----- Input data -----
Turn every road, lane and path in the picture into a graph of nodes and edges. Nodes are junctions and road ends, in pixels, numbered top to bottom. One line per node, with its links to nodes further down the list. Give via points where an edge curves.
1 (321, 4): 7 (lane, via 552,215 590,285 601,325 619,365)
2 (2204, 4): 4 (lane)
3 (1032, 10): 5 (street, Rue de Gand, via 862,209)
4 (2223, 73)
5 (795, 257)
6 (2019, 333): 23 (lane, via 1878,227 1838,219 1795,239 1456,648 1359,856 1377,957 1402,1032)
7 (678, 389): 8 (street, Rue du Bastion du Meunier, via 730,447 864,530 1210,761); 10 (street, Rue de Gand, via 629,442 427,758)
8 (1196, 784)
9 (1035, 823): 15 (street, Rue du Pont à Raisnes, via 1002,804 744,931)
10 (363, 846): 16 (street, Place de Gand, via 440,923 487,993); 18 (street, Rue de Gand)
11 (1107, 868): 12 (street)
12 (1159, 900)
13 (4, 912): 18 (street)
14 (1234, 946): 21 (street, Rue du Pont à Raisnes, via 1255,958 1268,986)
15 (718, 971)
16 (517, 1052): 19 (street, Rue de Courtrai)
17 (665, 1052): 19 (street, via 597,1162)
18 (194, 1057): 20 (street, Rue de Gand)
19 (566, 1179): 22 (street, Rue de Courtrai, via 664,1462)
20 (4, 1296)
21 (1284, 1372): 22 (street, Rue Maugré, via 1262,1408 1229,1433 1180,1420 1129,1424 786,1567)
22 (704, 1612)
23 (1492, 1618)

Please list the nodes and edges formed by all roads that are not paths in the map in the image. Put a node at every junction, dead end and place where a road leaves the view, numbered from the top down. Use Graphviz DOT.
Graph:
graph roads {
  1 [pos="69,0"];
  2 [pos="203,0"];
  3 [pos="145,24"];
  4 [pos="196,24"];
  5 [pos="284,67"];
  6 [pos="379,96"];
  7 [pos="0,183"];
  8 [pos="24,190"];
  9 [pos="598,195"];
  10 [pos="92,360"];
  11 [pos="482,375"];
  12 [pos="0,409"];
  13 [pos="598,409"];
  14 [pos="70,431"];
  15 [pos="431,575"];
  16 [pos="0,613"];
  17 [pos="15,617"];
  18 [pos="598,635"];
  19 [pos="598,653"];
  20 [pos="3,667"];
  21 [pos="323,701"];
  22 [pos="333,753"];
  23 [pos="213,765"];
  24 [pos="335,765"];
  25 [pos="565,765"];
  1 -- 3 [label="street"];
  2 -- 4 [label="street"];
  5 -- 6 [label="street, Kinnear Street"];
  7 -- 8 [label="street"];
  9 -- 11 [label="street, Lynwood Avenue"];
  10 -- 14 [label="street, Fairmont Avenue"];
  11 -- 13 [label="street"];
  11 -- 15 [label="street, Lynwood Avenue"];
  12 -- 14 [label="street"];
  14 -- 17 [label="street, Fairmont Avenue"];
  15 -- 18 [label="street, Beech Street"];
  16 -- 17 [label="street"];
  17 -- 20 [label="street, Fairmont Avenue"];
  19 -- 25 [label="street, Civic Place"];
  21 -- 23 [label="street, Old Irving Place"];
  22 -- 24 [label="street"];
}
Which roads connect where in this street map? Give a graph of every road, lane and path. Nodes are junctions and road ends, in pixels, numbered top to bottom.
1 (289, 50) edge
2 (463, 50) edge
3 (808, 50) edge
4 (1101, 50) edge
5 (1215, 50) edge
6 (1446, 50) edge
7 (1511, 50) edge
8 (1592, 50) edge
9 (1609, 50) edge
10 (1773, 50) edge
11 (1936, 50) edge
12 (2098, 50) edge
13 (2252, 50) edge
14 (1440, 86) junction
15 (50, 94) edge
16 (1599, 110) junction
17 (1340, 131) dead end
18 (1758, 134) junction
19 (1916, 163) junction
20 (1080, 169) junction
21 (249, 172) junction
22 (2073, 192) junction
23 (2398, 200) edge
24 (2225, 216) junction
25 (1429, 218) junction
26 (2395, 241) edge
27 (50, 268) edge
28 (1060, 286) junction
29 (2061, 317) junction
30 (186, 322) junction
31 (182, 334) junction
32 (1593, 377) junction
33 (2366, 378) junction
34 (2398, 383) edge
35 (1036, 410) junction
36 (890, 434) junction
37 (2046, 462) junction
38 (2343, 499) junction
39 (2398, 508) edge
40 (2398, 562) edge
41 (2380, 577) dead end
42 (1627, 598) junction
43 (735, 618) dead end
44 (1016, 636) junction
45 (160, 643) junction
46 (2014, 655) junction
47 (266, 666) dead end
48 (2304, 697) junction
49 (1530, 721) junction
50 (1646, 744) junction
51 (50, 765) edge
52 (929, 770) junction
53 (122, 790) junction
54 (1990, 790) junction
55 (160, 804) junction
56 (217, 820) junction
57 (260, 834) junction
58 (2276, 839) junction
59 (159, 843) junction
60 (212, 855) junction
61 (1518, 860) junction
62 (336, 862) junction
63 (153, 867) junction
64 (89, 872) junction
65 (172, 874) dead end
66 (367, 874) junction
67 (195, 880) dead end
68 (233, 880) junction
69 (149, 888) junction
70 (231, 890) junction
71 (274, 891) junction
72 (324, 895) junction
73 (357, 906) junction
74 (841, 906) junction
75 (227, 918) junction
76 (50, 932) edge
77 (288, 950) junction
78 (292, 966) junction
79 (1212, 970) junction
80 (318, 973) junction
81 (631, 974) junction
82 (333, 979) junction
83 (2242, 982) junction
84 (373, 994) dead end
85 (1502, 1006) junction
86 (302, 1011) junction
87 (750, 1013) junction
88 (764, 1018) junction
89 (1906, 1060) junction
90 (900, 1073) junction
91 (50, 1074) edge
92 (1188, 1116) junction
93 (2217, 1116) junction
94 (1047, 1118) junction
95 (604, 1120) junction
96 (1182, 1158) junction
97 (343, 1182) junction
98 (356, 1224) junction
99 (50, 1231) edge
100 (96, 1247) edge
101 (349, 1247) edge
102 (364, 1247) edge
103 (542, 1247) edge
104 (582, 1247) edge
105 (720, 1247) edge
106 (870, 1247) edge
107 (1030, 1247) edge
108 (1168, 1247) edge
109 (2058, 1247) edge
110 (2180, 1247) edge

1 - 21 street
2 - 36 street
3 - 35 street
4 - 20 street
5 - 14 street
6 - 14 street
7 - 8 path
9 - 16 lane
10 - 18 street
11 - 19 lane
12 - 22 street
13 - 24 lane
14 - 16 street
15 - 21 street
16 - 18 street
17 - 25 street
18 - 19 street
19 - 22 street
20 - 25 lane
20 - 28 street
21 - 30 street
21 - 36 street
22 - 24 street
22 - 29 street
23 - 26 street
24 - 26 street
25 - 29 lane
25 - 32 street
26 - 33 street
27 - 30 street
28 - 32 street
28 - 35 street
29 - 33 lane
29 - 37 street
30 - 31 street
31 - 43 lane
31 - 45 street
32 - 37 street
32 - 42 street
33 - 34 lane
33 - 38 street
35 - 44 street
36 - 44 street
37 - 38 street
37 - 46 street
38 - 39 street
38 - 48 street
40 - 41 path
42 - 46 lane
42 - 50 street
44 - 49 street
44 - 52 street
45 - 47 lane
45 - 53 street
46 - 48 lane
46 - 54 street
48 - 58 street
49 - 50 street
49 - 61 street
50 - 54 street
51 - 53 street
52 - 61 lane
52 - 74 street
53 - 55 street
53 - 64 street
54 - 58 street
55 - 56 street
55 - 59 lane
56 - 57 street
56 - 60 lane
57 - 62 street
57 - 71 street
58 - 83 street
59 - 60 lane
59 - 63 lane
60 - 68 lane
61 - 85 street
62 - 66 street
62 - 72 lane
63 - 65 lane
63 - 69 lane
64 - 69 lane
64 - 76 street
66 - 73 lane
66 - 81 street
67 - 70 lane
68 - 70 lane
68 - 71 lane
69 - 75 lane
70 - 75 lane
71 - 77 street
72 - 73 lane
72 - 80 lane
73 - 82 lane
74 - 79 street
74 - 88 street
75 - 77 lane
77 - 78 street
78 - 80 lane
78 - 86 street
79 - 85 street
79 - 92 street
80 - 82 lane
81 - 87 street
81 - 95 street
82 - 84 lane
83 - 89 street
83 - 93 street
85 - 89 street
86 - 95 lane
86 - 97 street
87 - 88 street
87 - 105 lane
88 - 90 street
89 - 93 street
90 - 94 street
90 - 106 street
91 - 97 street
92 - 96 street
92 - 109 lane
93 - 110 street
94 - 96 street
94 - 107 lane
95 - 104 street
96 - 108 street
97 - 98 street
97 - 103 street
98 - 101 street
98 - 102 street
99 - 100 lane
-----
__Task directions__:
Return each line from the material that includes the string "Fairmont".

__Answer to this problem__:
  10 -- 14 [label="street, Fairmont Avenue"];
  14 -- 17 [label="street, Fairmont Avenue"];
  17 -- 20 [label="street, Fairmont Avenue"];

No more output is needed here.